### What to do
Report each line of the material below where the word "Metro" can be found.

** Opening Material provided block **

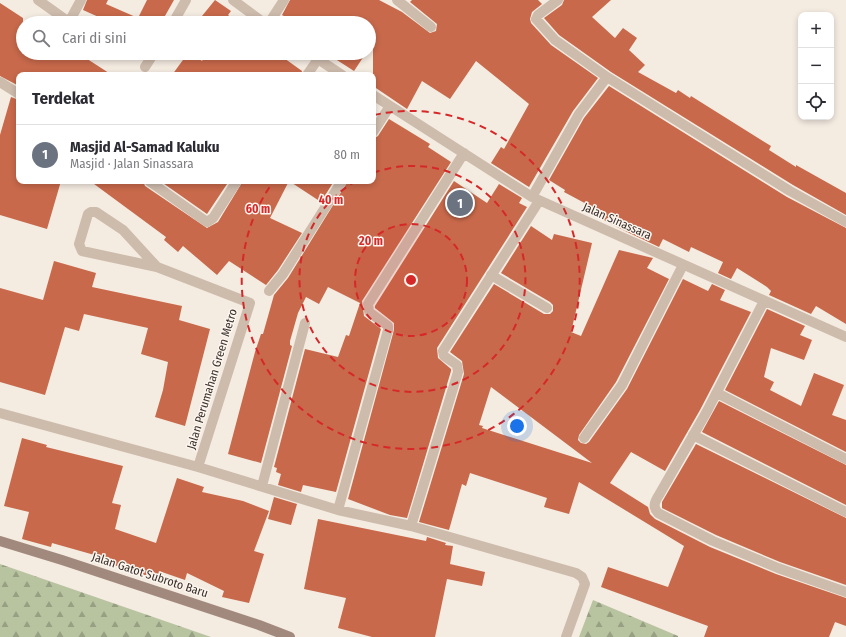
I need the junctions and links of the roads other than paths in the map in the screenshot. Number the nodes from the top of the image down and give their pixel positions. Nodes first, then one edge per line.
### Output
1 (38, 0) edge
2 (81, 0) edge
3 (186, 0) edge
4 (233, 0) edge
5 (284, 0) edge
6 (397, 0) edge
7 (558, 0) edge
8 (61, 16) edge
9 (72, 16) edge
10 (177, 16) edge
11 (255, 16) edge
12 (274, 16) edge
13 (431, 27) dead end
14 (150, 60) edge
15 (317, 60) edge
16 (320, 60) edge
17 (145, 67) dead end
18 (309, 72) edge
19 (338, 72) edge
20 (606, 77) junction
21 (0, 82) edge
22 (16, 92) edge
23 (376, 97) edge
24 (390, 106) junction
25 (376, 127) edge
26 (464, 153) junction
27 (153, 184) edge
28 (235, 184) edge
29 (340, 184) edge
30 (535, 199) junction
31 (846, 222) edge
32 (683, 265) junction
33 (156, 267) junction
34 (492, 275) junction
35 (269, 291) dead end
36 (764, 301) junction
37 (547, 308) dead end
38 (305, 323) dead end
39 (846, 337) edge
40 (717, 392) junction
41 (0, 413) edge
42 (693, 435) junction
43 (584, 438) dead end
44 (846, 459) edge
45 (198, 467) junction
46 (262, 486) junction
47 (338, 510) junction
48 (846, 512) edge
49 (411, 526) junction
50 (0, 541) edge
51 (846, 592) edge
52 (290, 637) edge
53 (566, 637) edge

1 - 8 street
2 - 9 street
3 - 10 street
4 - 11 street
5 - 12 street
6 - 13 street
7 - 20 street
14 - 17 street
15 - 18 street
16 - 19 street
20 - 30 street
20 - 31 street
21 - 22 street
23 - 24 street, Jalan Sinassara
24 - 25 street
24 - 26 street, Jalan Sinassara
26 - 30 street, Jalan Sinassara
26 - 47 street
27 - 28 street
29 - 35 street
30 - 32 street, Jalan Sinassara
30 - 34 street
32 - 36 street, Jalan Sinassara
32 - 43 street
33 - 33 street, Jalan Perumahan Green Metro
33 - 45 street, Jalan Perumahan Green Metro
34 - 37 street
34 - 49 street
36 - 39 street, Jalan Sinassara
36 - 40 street
38 - 46 street
40 - 42 street
40 - 44 street
41 - 45 street
42 - 48 street
42 - 51 street
45 - 46 street
46 - 47 street
47 - 49 street
49 - 53 street
50 - 52 street, Jalan Gatot Subroto Baru

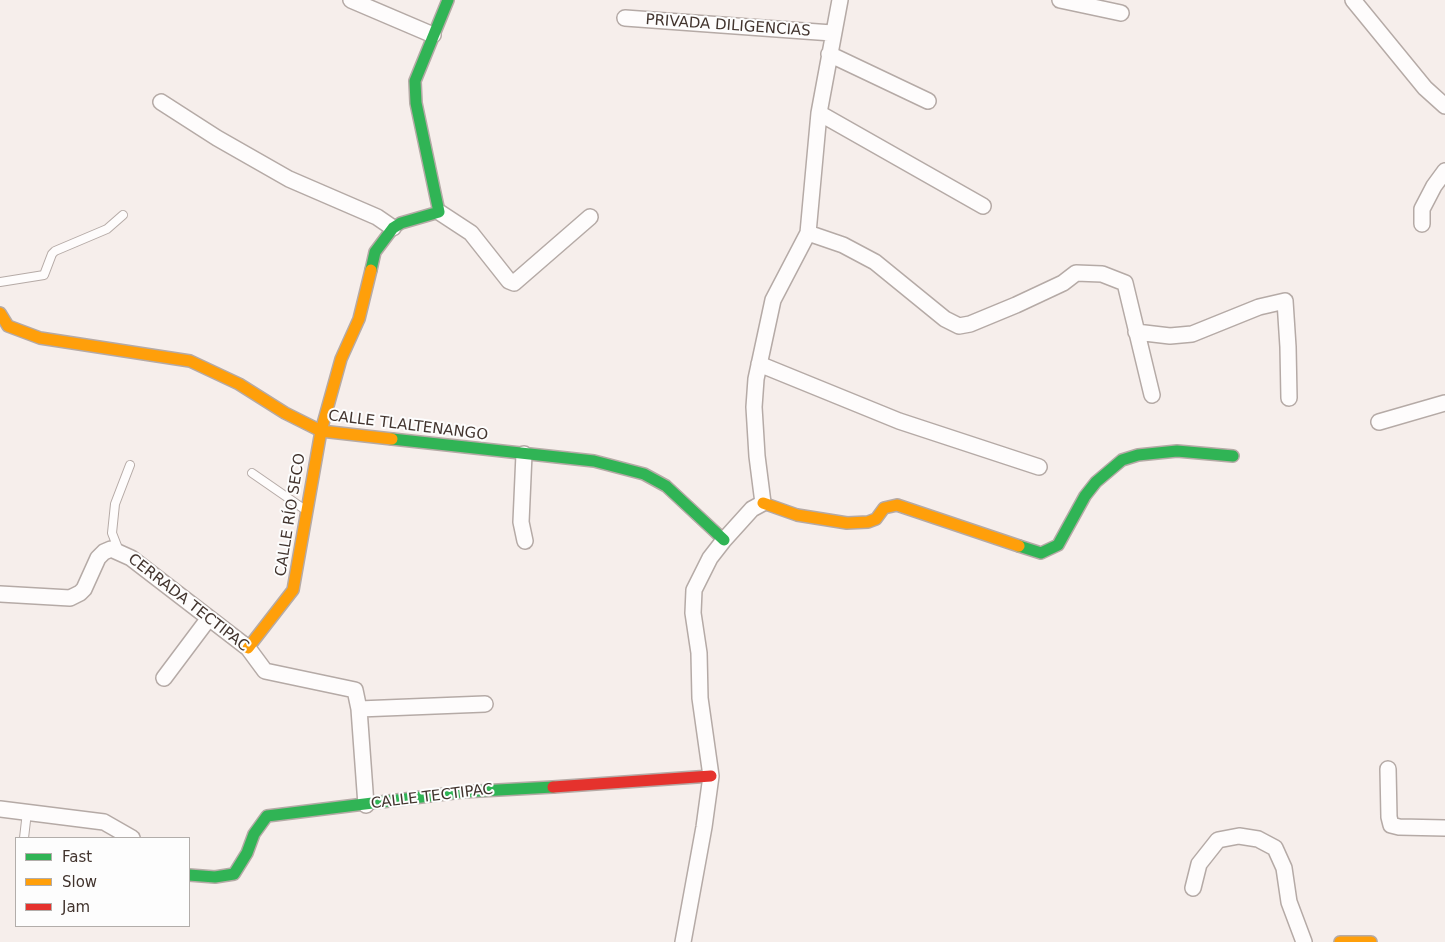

** Closing Material provided block **

### Result for this task
33 - 33 street, Jalan Perumahan Green Metro
33 - 45 street, Jalan Perumahan Green Metro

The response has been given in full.